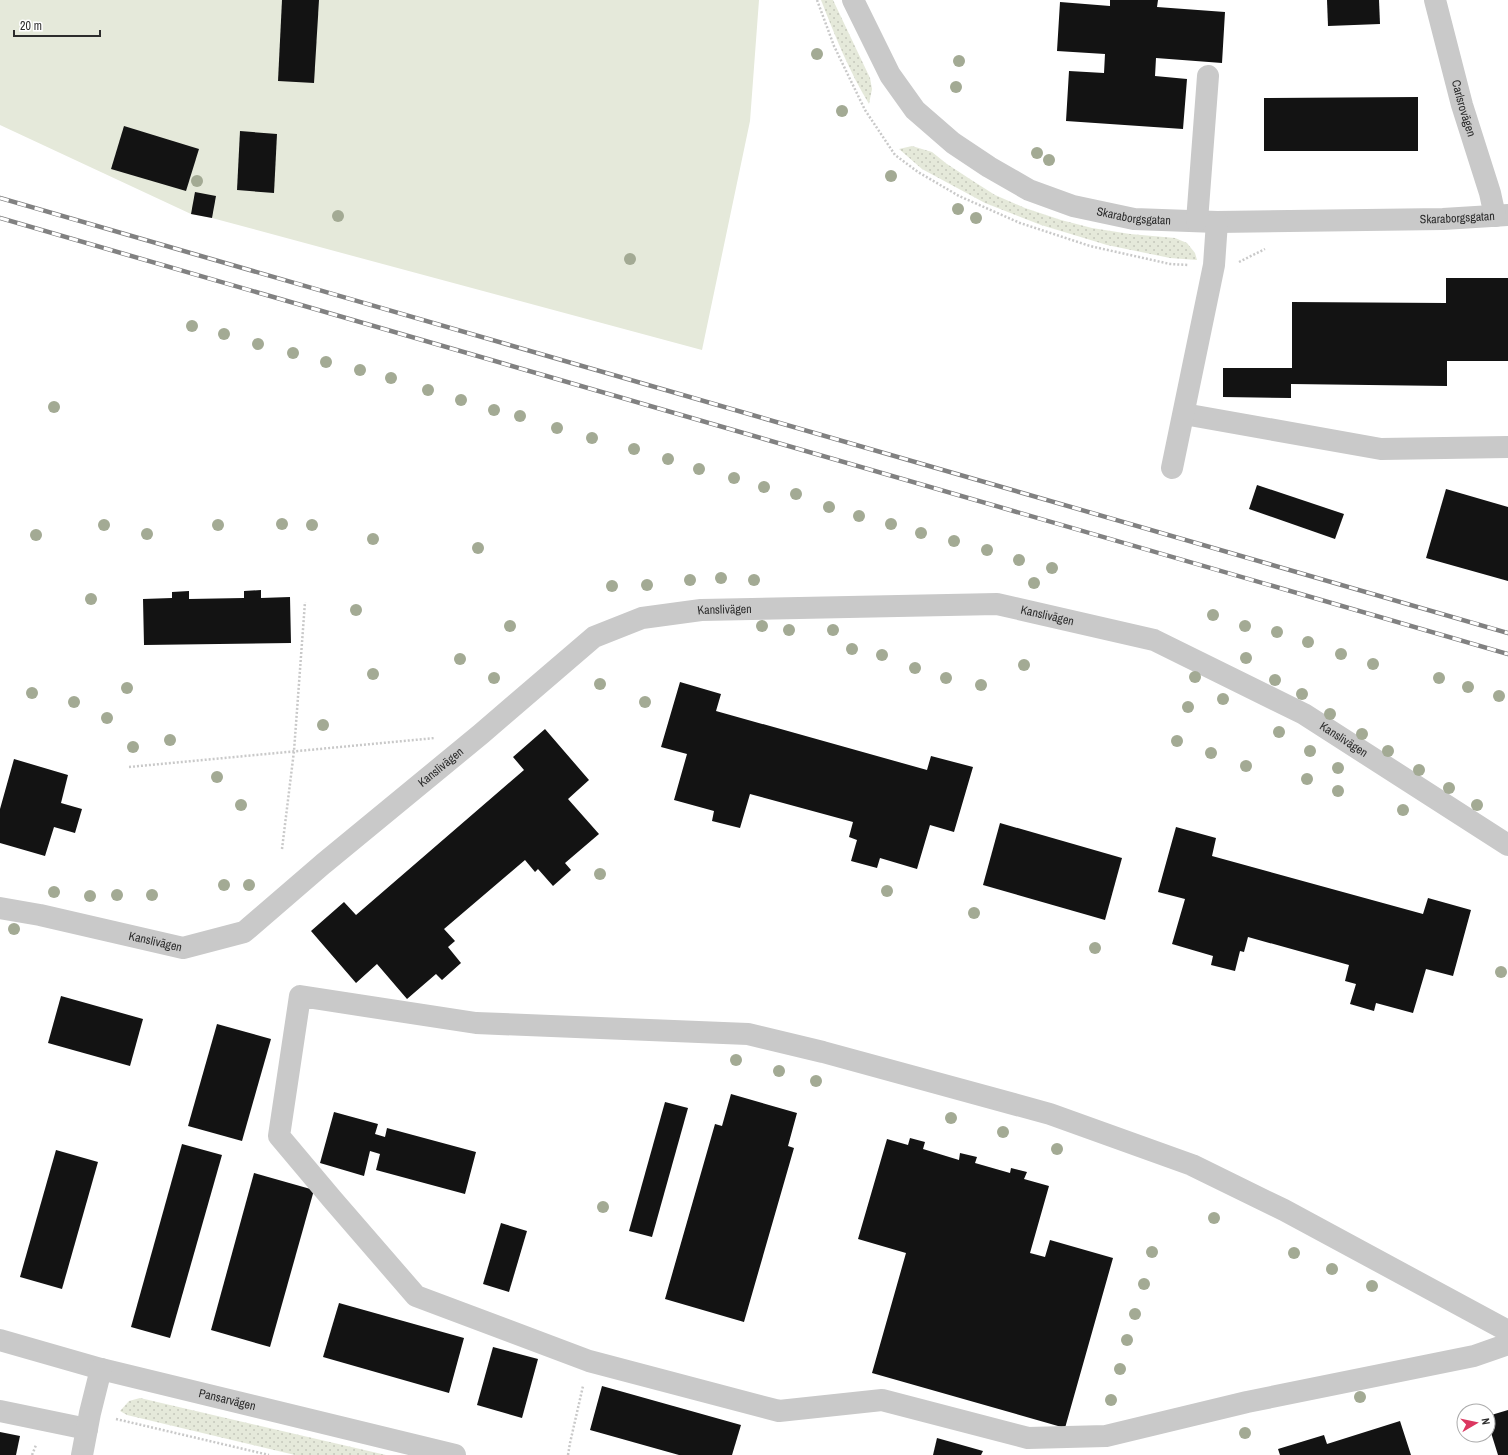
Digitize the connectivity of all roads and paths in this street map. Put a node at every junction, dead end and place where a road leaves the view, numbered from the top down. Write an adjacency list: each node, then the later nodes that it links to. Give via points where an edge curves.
1 (817, 0): 5 (path, via 834,46 865,110)
2 (853, 0): 7 (street, Skaraborgsgatan, via 890,75 915,110 953,143 989,167 1029,190 1073,206 1134,219)
3 (1435, 0): 6 (street, Carlsrovägen, via 1462,105 1490,192)
4 (1208, 76): 7 (street)
5 (895, 155)
6 (1502, 216): 7 (street, Skaraborgsgatan)
7 (1207, 221): 8 (street, via 1214,265)
8 (1184, 414): 9 (street, via 1381,449); 10 (street)
9 (1508, 447)
10 (1172, 468)
11 (305, 602): 13 (path)
12 (442, 737): 13 (path)
13 (294, 751): 14 (path); 16 (path)
14 (129, 767)
15 (1508, 845): 17 (street, Kanslivägen, via 1304,714 1154,640 998,604 700,610 642,618 594,637 244,932 182,948)
16 (282, 849)
17 (0, 908)
18 (1508, 1331): 21 (street, via 1284,1210 1192,1165 1042,1112 748,1034 476,1024 300,996 279,1136 416,1296)
19 (0, 1340): 22 (street, Pansarvägen)
20 (1508, 1344): 21 (street, via 1474,1356 1247,1402 1106,1436 1028,1438 882,1400 778,1410)
21 (589, 1361): 28 (path)
22 (101, 1369): 24 (street); 27 (street, Pansarvägen)
23 (0, 1411): 24 (street)
24 (89, 1421): 25 (street); 26 (path)
25 (82, 1455)
26 (269, 1455)
27 (455, 1455)
28 (568, 1455)

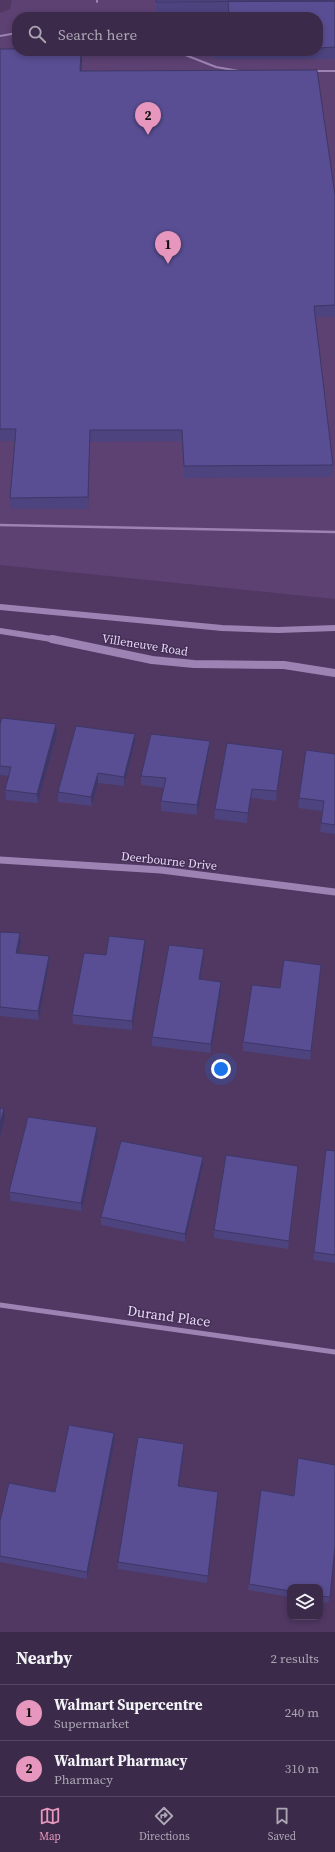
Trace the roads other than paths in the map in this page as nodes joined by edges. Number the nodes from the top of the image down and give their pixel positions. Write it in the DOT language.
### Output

━━━━━━━━

* Your instructions: Output nothing but the line containing "Trace the roads" and each line after it in the entries above, exactly as written.

* Output for this exercise:
Trace the roads other than paths in the map in this page as nodes joined by edges. Number the nodes from the top of the image down and give their pixel positions. Write it in the DOT language.
### Output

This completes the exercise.